I’m cooking up a batch of BioDiesel today. Filled up the processor last night and and turned it on to heat up. Obviously my thermostat is off calibration as it is supposed to stop at around 55°C. Easy fix.
For the past year I’ve been doing a two stage process, with an 80% load of the catalyst going in first, followed by an overnight settle, then a re-heat and the remaining 20% going into the mixture. This seems to get better conversion rates, though slightly lower yields – which even to my pea-brain understanding of Chemistry seems to be logical. Since I started doing this two-stage process I have yet to have a batch go bad in the wash process. Nothing worse than watching 100+ liters of fuel turn into a vat of pancake batter, or soap!
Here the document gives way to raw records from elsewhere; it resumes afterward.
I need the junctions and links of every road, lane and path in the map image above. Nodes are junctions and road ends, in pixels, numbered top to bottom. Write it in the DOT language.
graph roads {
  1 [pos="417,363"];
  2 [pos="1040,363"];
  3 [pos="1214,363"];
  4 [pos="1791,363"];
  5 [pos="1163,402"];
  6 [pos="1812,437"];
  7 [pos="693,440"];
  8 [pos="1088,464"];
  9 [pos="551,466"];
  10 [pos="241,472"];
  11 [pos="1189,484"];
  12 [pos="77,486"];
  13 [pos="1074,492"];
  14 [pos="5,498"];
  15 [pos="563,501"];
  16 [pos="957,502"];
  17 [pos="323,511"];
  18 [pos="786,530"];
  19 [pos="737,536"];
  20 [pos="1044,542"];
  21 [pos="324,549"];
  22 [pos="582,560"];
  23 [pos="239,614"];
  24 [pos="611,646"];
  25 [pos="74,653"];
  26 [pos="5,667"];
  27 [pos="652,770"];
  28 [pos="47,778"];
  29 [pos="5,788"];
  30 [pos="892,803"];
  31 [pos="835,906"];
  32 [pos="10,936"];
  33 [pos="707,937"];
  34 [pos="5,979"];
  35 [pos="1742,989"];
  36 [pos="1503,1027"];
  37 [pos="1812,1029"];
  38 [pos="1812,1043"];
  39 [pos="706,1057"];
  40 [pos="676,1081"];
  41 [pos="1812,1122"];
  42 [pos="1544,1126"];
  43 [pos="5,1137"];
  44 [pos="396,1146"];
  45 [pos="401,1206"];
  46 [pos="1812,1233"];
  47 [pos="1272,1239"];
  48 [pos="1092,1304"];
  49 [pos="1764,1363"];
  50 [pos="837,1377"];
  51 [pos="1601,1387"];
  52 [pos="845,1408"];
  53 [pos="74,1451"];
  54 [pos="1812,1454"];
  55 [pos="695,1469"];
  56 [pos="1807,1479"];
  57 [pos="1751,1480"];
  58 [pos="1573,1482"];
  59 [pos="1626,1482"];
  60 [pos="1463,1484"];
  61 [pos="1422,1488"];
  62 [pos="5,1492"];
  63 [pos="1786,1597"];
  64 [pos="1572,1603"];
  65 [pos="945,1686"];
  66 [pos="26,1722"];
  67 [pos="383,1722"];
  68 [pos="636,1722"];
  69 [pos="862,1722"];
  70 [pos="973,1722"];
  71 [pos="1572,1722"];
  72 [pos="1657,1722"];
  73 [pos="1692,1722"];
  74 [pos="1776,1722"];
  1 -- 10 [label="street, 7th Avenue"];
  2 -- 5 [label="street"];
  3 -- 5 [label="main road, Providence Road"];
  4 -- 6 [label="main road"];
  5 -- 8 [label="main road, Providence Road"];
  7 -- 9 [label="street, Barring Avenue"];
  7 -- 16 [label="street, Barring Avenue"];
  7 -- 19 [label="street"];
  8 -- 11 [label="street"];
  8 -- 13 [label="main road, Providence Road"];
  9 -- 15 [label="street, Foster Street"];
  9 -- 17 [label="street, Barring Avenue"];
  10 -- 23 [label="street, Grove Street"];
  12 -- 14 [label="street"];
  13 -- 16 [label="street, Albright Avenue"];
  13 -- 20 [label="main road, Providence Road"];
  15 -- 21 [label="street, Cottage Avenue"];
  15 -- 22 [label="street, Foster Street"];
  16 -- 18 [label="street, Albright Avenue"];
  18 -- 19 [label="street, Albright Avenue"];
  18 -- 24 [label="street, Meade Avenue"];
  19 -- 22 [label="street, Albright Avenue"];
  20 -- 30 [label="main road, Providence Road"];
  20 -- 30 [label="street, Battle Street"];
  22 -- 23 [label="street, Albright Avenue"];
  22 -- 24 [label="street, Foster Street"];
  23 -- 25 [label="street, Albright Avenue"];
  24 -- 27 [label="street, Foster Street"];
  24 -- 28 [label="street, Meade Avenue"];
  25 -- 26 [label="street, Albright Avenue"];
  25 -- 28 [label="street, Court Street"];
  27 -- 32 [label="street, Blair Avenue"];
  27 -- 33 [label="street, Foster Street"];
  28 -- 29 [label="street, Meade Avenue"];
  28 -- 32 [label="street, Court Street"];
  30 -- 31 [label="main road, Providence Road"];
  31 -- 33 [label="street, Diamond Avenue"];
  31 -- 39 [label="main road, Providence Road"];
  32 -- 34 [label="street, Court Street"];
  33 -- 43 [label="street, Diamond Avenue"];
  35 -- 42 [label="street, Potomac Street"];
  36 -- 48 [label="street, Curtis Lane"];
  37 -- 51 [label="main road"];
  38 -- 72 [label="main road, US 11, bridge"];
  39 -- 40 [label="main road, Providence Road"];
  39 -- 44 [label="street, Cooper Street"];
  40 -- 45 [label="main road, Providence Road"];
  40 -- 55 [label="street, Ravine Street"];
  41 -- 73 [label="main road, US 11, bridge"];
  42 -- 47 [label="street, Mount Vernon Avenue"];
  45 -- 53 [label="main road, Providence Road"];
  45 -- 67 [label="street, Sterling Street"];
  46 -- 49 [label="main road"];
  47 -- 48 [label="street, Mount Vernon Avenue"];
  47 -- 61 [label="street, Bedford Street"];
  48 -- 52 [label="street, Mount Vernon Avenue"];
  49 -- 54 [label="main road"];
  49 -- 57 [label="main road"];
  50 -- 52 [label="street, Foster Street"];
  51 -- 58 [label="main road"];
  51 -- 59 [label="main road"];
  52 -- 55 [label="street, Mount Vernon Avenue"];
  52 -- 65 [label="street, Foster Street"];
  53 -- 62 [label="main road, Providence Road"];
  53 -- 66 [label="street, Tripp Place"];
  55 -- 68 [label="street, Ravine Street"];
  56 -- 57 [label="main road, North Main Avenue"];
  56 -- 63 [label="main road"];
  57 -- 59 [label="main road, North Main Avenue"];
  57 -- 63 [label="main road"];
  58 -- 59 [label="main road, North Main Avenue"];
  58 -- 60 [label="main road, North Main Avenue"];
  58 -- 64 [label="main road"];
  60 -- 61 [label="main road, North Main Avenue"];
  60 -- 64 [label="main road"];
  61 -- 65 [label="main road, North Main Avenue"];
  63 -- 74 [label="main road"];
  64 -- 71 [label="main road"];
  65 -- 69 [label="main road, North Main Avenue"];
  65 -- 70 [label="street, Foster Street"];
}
The downside is that it takes twice as long to do the processing as you have two overnight settling times. I’m happy to see 2—5% lower yields since I’m getting better fuel in the end. Warmer temperatures are coming soon, which means I can run the cars on more home-brew and less pump fuel. The old TDI gets switched to B100 as soon as ambients hit the 60s (F), but Sue’s CRD tops out at around B80. I just haven’t worked up the courage to commit her car to 100% home-brew.
This winter it thankfully never stayed too cold here so I was able to keep at least 20% BD in the tanks of both cars, which keeps the fuel systems clean and avoids filter clogging that inevitably haunts us if any car has reverted to 100% #2 Diesel. That stuff coming out of the pump just coats the tank with crud without some good veggie solvent to keep it clean.
Photogeek footnote. Above photo shot handheld, in very low light, using the Panasonic Lumix G1 and 20mm f1.7 lens.